Hast Du die Netzwerkkennung eingeschaltet? Wenn nicht bitte einschalten.
Hast DU eine Firewall aktiv? (Wenn ja kurzfristig deaktiviern um zu Testen).
Hast Du Dhcp aktiviert oder feste Ip´s vergeben?
Ach ich würde versuchen den Rechner über Konsole anzupingen!


----------



## Blacki (6. Februar 2010)

ist die gleiche uhrzeit und gleiche zeitzone bei beiden eingestellt 
(kein scherz windows 7 stört sich an so etwas gewaltig)


----------



## Pixelplanet (6. Februar 2010)

rabit schrieb:


> Hast Du die Netzwerkkennung eingeschaltet?

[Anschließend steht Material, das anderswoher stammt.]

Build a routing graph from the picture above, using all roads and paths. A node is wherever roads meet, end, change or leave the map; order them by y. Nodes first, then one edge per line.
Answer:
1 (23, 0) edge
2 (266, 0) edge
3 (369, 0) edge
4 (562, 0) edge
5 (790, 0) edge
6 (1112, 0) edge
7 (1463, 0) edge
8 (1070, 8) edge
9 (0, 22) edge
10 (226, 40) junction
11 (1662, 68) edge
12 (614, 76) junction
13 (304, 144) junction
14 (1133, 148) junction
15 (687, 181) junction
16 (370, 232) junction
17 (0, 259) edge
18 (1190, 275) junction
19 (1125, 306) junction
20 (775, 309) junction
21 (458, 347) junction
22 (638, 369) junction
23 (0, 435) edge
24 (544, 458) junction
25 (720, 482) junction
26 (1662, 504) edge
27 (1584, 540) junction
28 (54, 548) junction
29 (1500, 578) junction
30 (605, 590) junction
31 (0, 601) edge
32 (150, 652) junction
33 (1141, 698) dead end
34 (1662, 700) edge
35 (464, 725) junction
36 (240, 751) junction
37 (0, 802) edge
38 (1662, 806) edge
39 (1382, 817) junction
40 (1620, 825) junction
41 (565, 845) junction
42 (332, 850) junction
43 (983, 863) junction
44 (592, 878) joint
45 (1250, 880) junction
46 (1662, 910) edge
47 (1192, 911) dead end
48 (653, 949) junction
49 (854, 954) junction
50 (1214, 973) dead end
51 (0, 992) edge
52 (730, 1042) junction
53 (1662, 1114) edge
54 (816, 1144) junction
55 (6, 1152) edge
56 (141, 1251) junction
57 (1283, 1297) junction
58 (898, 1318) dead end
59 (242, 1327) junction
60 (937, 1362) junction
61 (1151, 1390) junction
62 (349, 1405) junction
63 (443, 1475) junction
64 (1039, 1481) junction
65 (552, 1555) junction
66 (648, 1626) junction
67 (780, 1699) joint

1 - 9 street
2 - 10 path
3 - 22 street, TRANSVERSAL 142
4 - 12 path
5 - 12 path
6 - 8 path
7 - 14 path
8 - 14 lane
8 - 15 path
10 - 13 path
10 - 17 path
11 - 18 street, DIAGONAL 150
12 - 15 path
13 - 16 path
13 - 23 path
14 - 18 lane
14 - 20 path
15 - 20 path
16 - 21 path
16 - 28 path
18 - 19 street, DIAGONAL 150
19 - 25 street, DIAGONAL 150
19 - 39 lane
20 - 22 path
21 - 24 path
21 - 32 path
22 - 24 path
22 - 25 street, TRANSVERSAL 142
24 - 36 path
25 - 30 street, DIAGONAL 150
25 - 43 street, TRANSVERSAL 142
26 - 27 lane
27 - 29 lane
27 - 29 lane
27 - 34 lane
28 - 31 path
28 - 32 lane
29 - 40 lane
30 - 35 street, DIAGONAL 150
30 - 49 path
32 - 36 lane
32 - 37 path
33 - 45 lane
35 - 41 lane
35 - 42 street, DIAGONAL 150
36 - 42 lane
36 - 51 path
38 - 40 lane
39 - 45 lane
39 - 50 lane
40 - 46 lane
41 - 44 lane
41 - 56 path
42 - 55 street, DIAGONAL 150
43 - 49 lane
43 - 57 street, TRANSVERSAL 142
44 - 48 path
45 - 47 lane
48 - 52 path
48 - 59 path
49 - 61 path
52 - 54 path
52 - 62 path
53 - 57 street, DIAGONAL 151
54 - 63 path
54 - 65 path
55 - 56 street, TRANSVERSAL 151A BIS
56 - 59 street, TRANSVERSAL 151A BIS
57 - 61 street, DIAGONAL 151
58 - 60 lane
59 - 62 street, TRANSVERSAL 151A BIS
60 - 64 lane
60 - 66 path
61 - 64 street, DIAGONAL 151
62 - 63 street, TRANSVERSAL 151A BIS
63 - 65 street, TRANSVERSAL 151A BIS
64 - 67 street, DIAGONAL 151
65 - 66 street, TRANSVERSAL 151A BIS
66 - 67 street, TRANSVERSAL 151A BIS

Wenn nicht bitte einschalten.
> *wo mach ich das ?*
> Hast DU eine Firewall aktiv? (Wenn ja kurzfristig deaktiviern um zu Testen).
> *keine firewall aktiv auch windows firewall ist aus*
> ...






Blacki schrieb:


> ist die gleiche uhrzeit und gleiche zeitzone bei beiden eingestellt
> (kein scherz windows 7 stört sich an so etwas gewaltig)



alles gleich eingestellt


----------



## rabit (6. Februar 2010)

1) Netzwerkkennung schaltest Du unter "Netzwerk und Freigabecenter" Da im Fenster "Erweiterte Freigabeeinstellungen ändern" wählen.
Danach den Punkt in "Netzwerkkennung einschalten" setzen.
Zum Schluss "Änderung speichern" klicken fertig.
Jetzt sollte das gehen. Diese Prozedur an beiden Rechnern durchführen!!!
2) Ich würde dem Notebook auch eine Feste Ip vergeben. (Nicht zwingend da die sich anpingen können).


----------



## Pixelplanet (6. Februar 2010)

netzwerkerkennung war bereits aktiviert

ich hab zwar nichts mehr geändert aber aufeinmal funktioniert es 

zwar nicht mit der heimnetz gruppe aber die freigabe geht immerhin

sollte eiegentlich reichen 

danke für die hilfe


----------



## Pixelplanet (6. Februar 2010)

._.

gibts das nächste problem

kann das netzlaufwerk hinzufügen aber nicht drua fzu greifen obwohl die berechtigungen gesetzt sind...

edit:

also irgendwie ist hier alles verhext

jetzt sehe ich am PC das notebook sogar in der heimnetz gruppe

kann aber umgekehrt den PC nicht auf dem notebook sehen

ebenso kann ich von keiner der beiden seiten irgendwas an dateien freigeben ._.


----------



## rabit (6. Februar 2010)

Berechtigung und dann haken bei "Vollzugriff" auf "bestimmte Personen"...


----------



## Pixelplanet (6. Februar 2010)

bestimmte personen gibts da bei mir nicht

da gibts nur Jeder

und selbst wenn ich für Jeder vollzugriff einstelle geht es nicht

ich weiß langsam echt nichtmehr was ich noch versuchen soll....


----------



## rabit (7. Februar 2010)

Ja zu Testen kannste auch Vollzugrif bei Jeder machen.
Mach mal bitte Screenshots vomNetzwerk, Freigabecenter und von den Berechtigungen.


----------



## Pixelplanet (7. Februar 2010)

Dieser Inhalt steht nur eingeloggten Mitgliedern zur Verfügung.
        



bin gerade am notebook ann deshalb keinen screenshot der berechtigungen machen

ist aber auf vollzugriff für jeden gestellt wie ich oben bereits geschrieben habe funktioniert es trotzdem nicht


----------



## rabit (7. Februar 2010)

Also die Rechner sehen sich im Netzwerk oder?


----------



## Pixelplanet (7. Februar 2010)

ist jetzt die frage was man als sehen bezeichnet

heimnetz mäßig sieht mein Rechner mein Notebook umgekehrt nicht

auf dem Notebook kann ich die Festplatten des Rechners als Netzlaufwerk einbinden aber nicht drauf zu greifen

pingen geht auch in beide Richtungen


----------



## Pixelplanet (9. Februar 2010)

ich gehe mal davon aus es hat keiner mehr eine idee ?


----------